→ **Assigned task**
Please copy each line below that contains the word "every".

→ **Records to process**
......
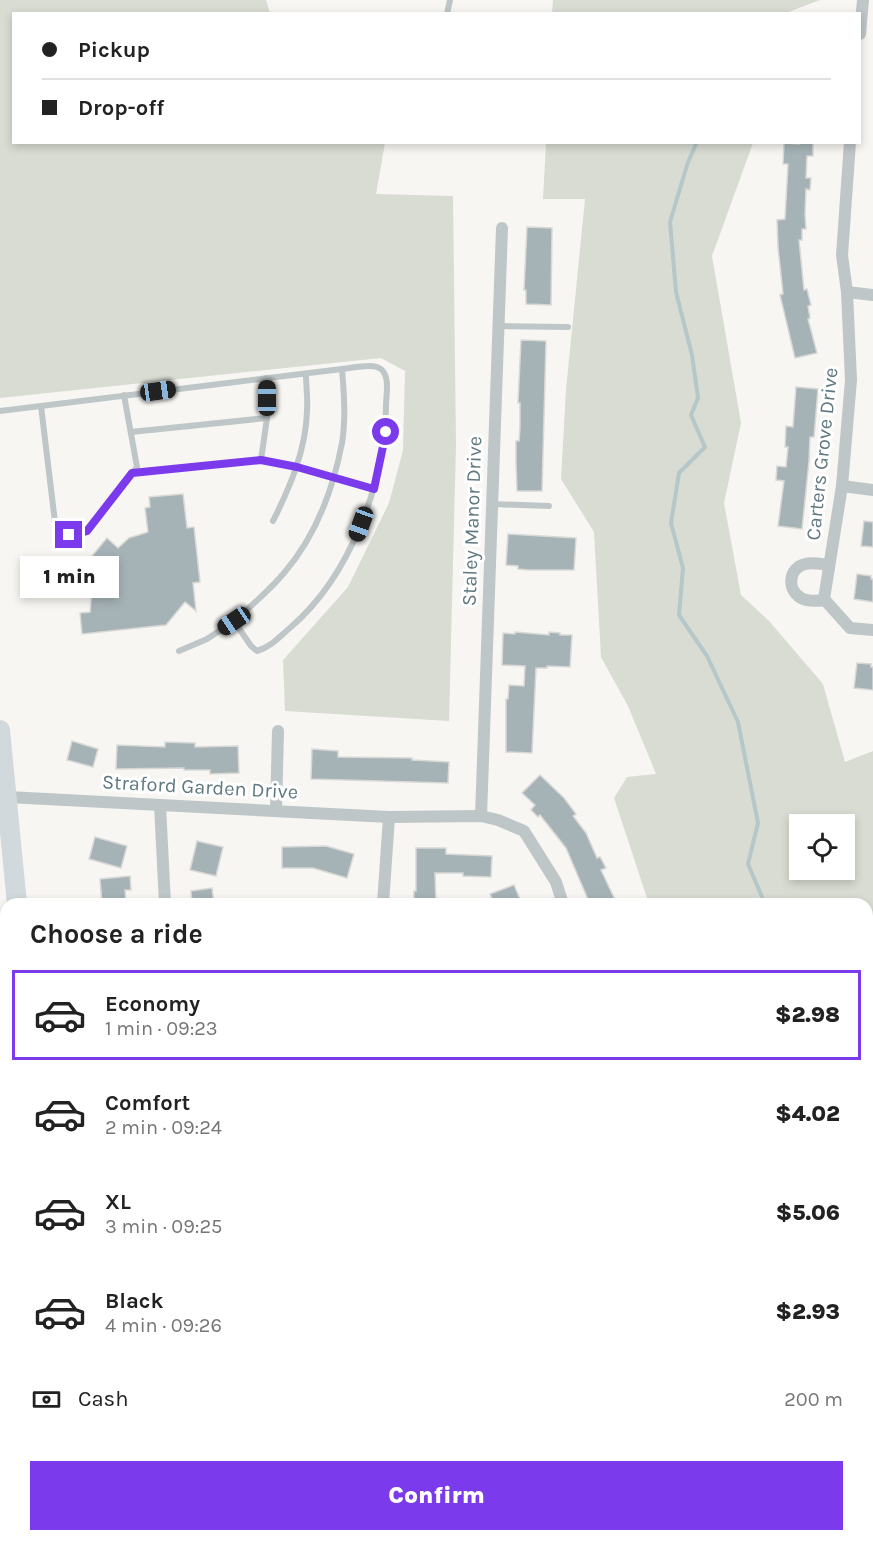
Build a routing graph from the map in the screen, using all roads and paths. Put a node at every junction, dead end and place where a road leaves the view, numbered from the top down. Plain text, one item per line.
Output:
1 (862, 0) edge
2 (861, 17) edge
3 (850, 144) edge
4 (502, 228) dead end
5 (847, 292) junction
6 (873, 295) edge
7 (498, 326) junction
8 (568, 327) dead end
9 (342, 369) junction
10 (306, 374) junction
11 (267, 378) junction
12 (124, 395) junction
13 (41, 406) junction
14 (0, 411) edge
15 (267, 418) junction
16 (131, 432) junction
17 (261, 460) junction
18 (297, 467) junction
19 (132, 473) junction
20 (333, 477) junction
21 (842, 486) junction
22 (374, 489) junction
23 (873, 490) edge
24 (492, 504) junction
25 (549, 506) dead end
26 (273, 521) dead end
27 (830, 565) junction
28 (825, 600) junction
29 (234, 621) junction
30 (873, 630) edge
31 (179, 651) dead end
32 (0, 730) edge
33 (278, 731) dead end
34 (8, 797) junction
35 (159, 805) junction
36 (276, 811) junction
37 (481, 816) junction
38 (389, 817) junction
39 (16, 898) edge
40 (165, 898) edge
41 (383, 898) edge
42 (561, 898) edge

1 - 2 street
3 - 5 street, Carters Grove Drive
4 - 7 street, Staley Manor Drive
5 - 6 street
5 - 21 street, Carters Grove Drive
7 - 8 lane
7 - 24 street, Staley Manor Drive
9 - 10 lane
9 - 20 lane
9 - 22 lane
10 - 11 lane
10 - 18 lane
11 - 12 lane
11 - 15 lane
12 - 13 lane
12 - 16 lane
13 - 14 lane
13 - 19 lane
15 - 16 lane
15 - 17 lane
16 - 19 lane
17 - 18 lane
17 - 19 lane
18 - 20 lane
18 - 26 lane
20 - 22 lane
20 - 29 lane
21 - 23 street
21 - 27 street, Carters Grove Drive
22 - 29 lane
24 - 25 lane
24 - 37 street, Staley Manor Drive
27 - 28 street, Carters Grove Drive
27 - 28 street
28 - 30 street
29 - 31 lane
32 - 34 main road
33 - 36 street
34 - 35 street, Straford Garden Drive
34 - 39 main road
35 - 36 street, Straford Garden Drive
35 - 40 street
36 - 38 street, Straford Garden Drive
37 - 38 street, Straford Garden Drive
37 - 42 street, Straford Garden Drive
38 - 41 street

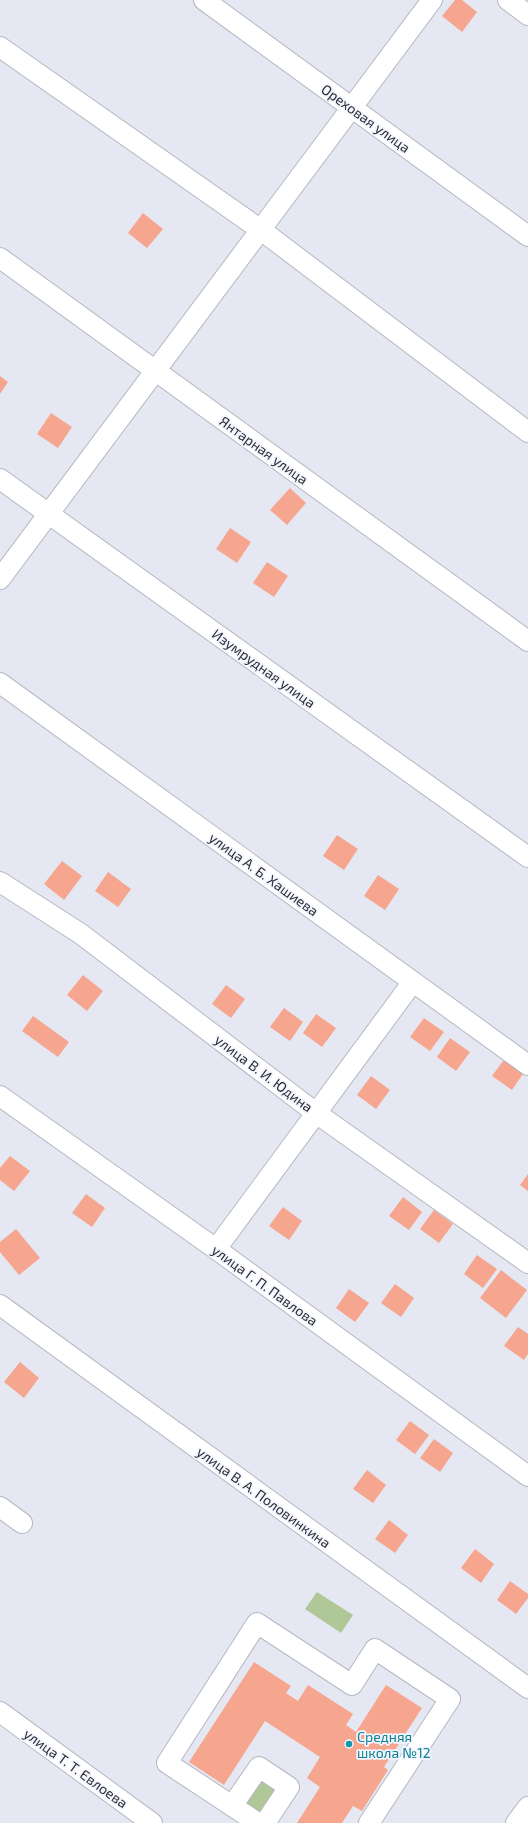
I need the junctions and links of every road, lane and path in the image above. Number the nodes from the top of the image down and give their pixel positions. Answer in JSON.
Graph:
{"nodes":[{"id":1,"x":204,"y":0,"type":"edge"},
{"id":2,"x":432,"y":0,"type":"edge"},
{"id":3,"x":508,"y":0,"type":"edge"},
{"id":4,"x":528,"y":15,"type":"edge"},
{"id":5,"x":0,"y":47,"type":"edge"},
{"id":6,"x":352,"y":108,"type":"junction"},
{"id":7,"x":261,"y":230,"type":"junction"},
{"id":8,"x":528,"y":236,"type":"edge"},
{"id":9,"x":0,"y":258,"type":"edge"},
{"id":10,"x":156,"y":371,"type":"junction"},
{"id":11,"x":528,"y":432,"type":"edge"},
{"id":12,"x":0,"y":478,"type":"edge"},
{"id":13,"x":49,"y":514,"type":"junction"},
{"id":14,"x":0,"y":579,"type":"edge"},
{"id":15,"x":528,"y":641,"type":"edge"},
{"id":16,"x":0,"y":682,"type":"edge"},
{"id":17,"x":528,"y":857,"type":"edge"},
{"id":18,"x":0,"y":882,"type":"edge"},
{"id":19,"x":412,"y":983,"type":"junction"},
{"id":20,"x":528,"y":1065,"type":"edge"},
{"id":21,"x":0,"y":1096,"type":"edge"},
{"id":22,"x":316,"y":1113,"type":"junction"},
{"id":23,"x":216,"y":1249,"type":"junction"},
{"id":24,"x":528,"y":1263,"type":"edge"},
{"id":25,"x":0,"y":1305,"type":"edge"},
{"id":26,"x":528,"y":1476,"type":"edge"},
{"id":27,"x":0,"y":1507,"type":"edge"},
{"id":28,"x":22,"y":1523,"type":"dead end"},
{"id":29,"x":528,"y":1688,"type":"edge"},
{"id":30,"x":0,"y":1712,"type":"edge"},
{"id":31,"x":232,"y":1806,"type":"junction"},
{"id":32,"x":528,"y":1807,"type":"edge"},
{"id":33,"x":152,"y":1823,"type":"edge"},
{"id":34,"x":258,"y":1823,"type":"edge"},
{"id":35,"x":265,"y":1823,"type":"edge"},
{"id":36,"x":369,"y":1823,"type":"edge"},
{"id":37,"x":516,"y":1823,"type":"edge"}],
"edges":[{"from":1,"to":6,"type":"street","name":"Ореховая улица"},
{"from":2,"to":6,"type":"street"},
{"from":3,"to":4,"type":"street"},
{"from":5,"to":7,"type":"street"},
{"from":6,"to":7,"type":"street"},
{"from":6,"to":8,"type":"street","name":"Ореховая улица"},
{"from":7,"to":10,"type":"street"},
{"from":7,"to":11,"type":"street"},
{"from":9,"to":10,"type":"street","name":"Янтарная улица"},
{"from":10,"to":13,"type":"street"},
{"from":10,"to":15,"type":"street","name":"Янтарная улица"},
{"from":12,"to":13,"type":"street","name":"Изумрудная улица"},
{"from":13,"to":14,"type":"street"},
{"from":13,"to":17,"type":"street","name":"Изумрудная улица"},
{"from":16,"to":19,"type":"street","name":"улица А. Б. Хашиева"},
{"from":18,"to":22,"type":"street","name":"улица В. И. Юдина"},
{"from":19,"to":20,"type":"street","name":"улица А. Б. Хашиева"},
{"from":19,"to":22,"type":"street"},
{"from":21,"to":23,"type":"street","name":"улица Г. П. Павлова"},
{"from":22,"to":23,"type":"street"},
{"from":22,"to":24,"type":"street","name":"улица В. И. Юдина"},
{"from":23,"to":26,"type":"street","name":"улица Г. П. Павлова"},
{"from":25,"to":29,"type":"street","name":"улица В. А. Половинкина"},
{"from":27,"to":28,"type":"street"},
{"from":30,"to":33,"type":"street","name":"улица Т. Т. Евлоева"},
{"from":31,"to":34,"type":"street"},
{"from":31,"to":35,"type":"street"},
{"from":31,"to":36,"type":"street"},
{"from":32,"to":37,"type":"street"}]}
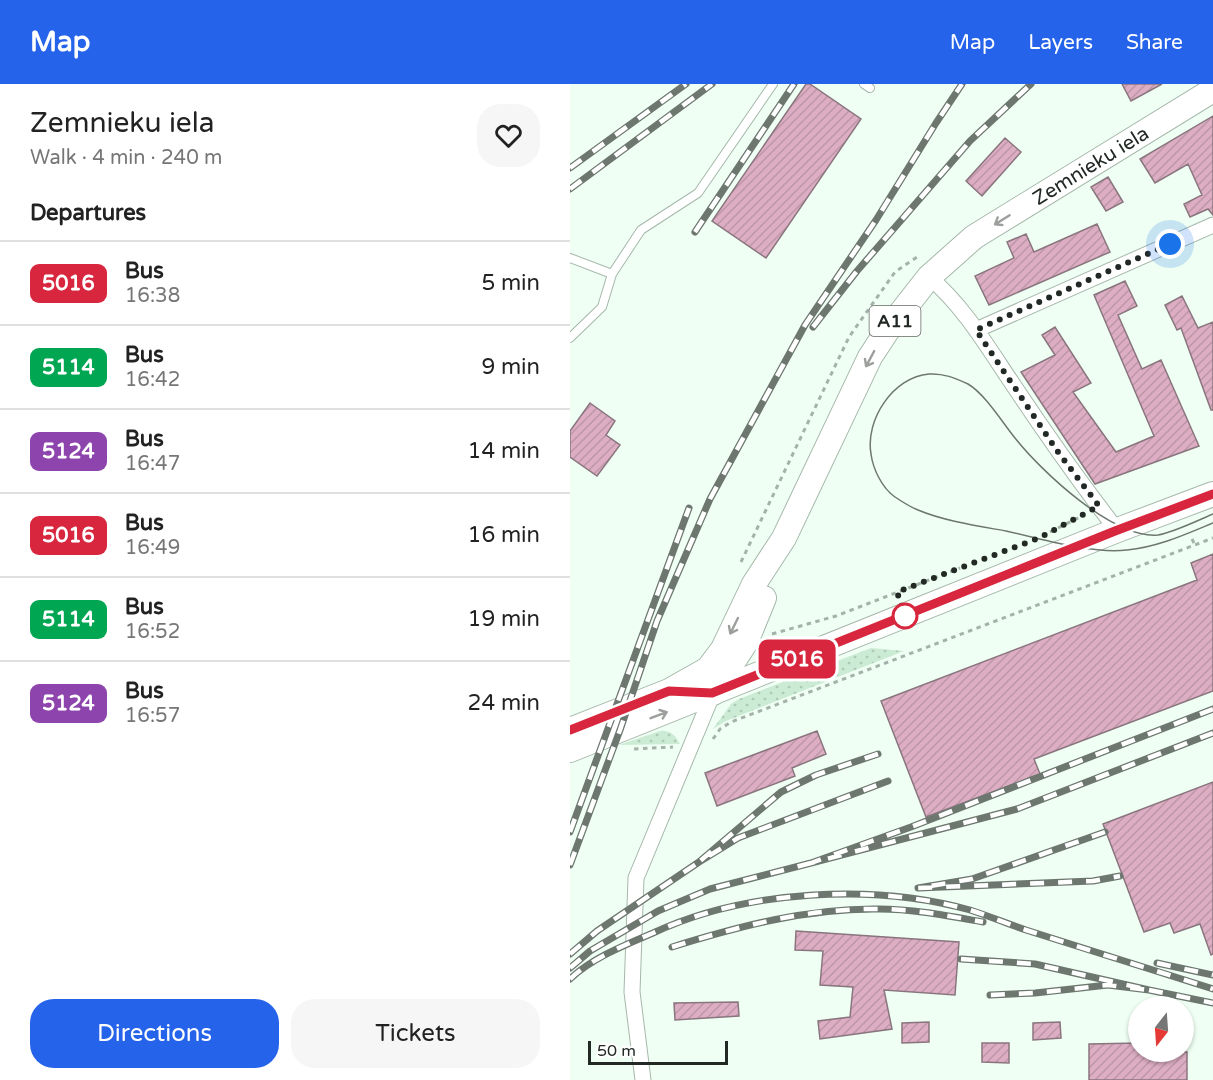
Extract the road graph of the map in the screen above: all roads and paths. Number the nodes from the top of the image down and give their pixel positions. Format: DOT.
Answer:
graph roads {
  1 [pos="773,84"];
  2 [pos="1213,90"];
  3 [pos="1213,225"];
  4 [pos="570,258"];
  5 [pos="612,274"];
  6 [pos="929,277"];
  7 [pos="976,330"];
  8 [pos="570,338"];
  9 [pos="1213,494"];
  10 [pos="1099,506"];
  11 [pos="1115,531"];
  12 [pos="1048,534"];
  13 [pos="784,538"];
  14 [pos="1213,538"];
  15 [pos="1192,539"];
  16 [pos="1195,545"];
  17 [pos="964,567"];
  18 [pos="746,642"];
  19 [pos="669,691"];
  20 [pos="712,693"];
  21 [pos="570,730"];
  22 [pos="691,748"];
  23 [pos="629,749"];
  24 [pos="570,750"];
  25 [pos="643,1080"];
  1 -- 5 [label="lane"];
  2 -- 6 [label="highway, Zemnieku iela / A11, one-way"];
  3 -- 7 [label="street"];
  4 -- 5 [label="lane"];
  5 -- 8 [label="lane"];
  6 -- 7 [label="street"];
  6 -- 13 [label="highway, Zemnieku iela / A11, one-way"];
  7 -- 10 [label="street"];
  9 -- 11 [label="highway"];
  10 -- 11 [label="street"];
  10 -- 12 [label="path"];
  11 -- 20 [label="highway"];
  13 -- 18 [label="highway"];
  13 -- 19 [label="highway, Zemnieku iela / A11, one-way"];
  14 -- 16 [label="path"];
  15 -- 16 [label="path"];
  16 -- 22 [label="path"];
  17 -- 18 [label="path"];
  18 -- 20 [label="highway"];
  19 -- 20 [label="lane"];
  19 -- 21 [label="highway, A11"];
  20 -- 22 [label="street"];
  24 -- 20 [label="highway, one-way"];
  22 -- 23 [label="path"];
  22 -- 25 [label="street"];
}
......
→ **Solution to the problem**
Build a routing graph from the map in the screen, using all roads and paths. Put a node at every junction, dead end and place where a road leaves the view, numbered from the top down. Plain text, one item per line.
I need the junctions and links of every road, lane and path in the image above. Number the nodes from the top of the image down and give their pixel positions. Answer in JSON.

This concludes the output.